To the surprise of some participants, the familiar “zig-zag” pattern observed by traders during ramping periods in intraday trading also emerged in the Day-Ahead 15-minute auction. For example, despite rising demand and falling solar output, the price slipped from €116.7/MWh in 16Q4 to €85.5/MWh in 17Q1. Whereas hourly prices tend to move more smoothly, quarter-hourly results today showed the same intraday-style pattern that market participants have long known.

Results of the first Day-Ahead auction with 15-minute products and the corresponding average hourly prices for delivery on 1 October 2025
The launch of the 15-minute auction is seen as a key step toward deeper integration of renewable energy. More precise price signals are also expected to bring flexibility options such as storage and demand response more actively into the market, while reducing balancing costs.

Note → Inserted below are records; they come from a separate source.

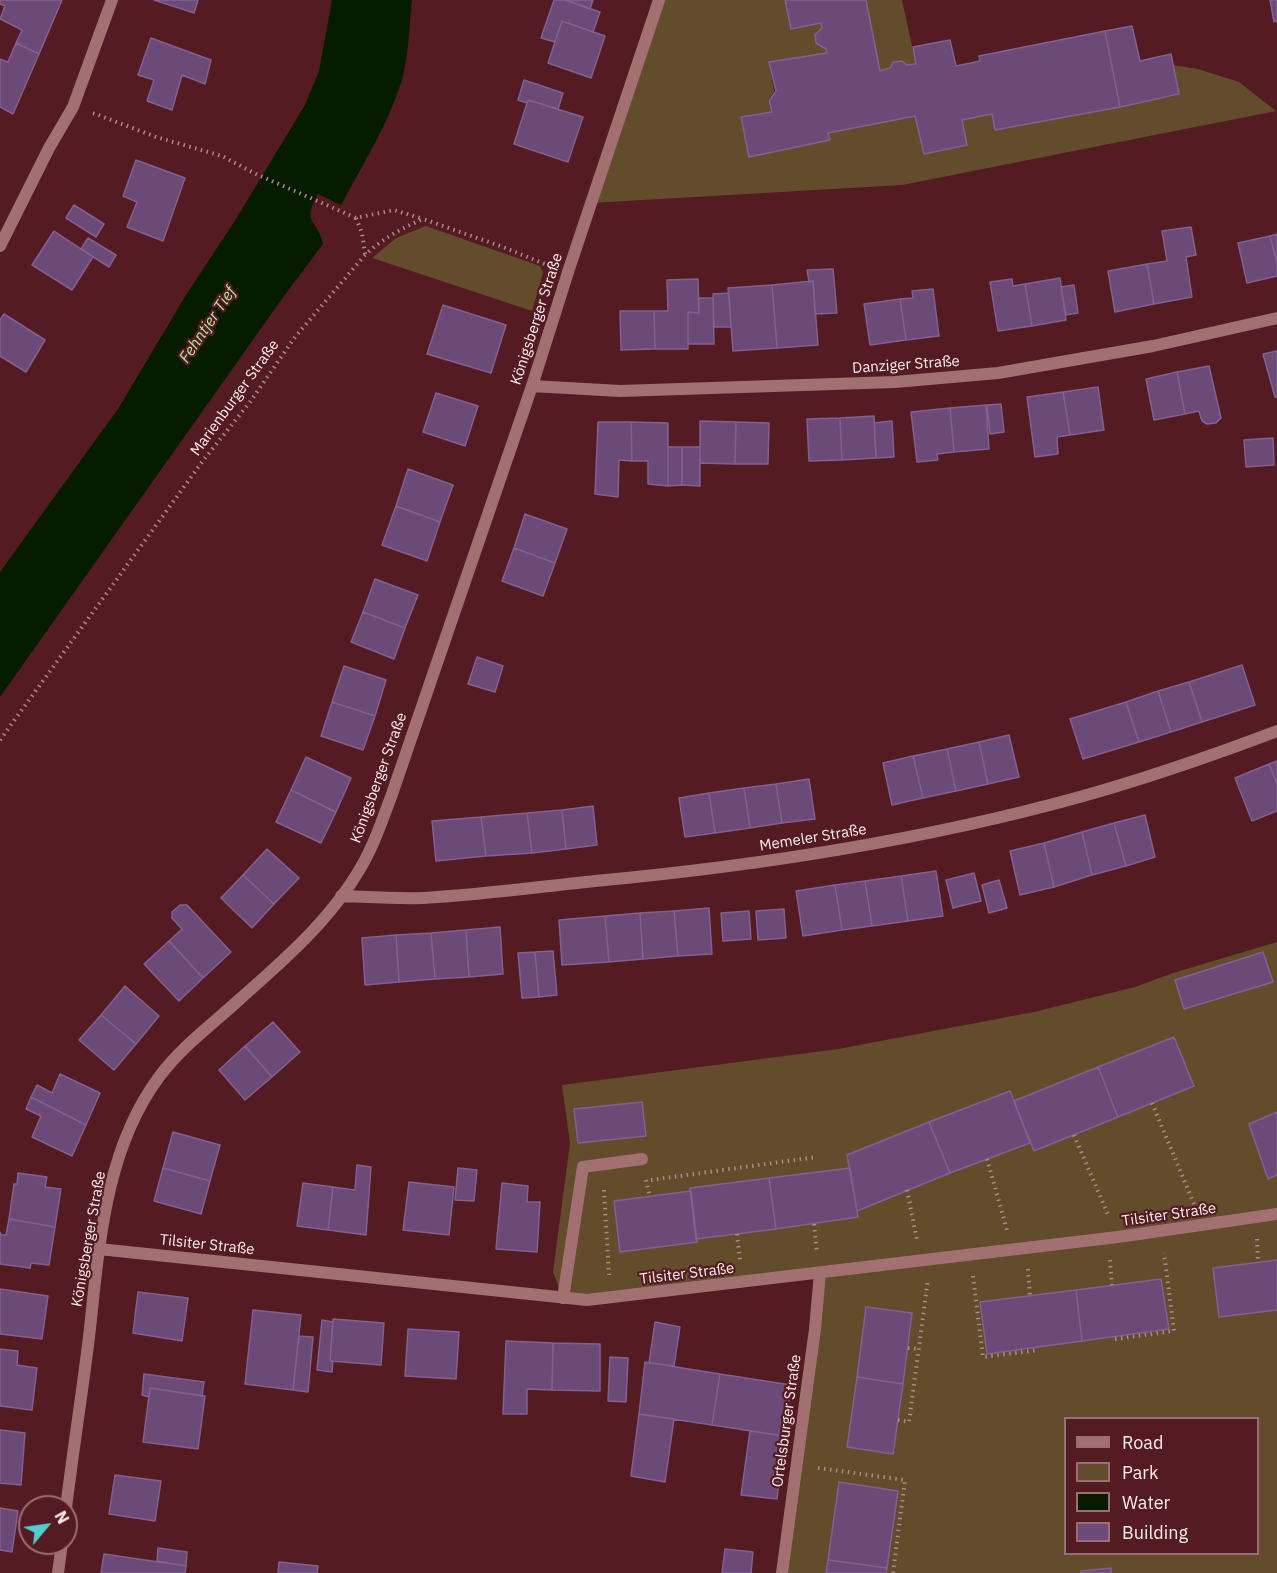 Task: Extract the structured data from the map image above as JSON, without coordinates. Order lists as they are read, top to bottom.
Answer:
{
  "streets": {
    "street": [
      "Königsberger Straße",
      "Danziger Straße",
      "Memeler Straße",
      "Tilsiter Straße",
      "Ortelsburger Straße"
    ],
    "path": ["Marienburger Straße"]
  },
  "crossings": [
    ["Königsberger Straße", "Danziger Straße"],
    ["Königsberger Straße", "Memeler Straße"],
    ["Königsberger Straße", "Tilsiter Straße"],
    ["Tilsiter Straße", "Ortelsburger Straße"]
  ],
  "water": ["Fehntjer Tief"],
  "legend": [
    "Road",
    "Park",
    "Water",
    "Building"
  ],
  "north": "top right"
}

Amani Joas, founder and managing director of FlexPower, one of Germany’s leading traders of renewable electricity, commented on the change in market design:
“With the adjustment of the Day-Ahead market design, additional liquidity is emerging in quarter-hour contracts, strengthening competition and ultimately creating added value for consumers. It is comparable to technical standards in other industries: if Germany had its own USB standard and France another, the market would fragment. Only by agreeing on common standards can broad competition take place, leading to more efficient prices. For the upcoming auctions, we therefore expect liquidity in quarter-hour products to broaden step by step. In the medium term, we anticipate a price structure that responds more rationally to the changing supply from wind, solar and conventional generation on the one hand, and to quarter-hourly variable demand on the other—particularly during ramping periods.”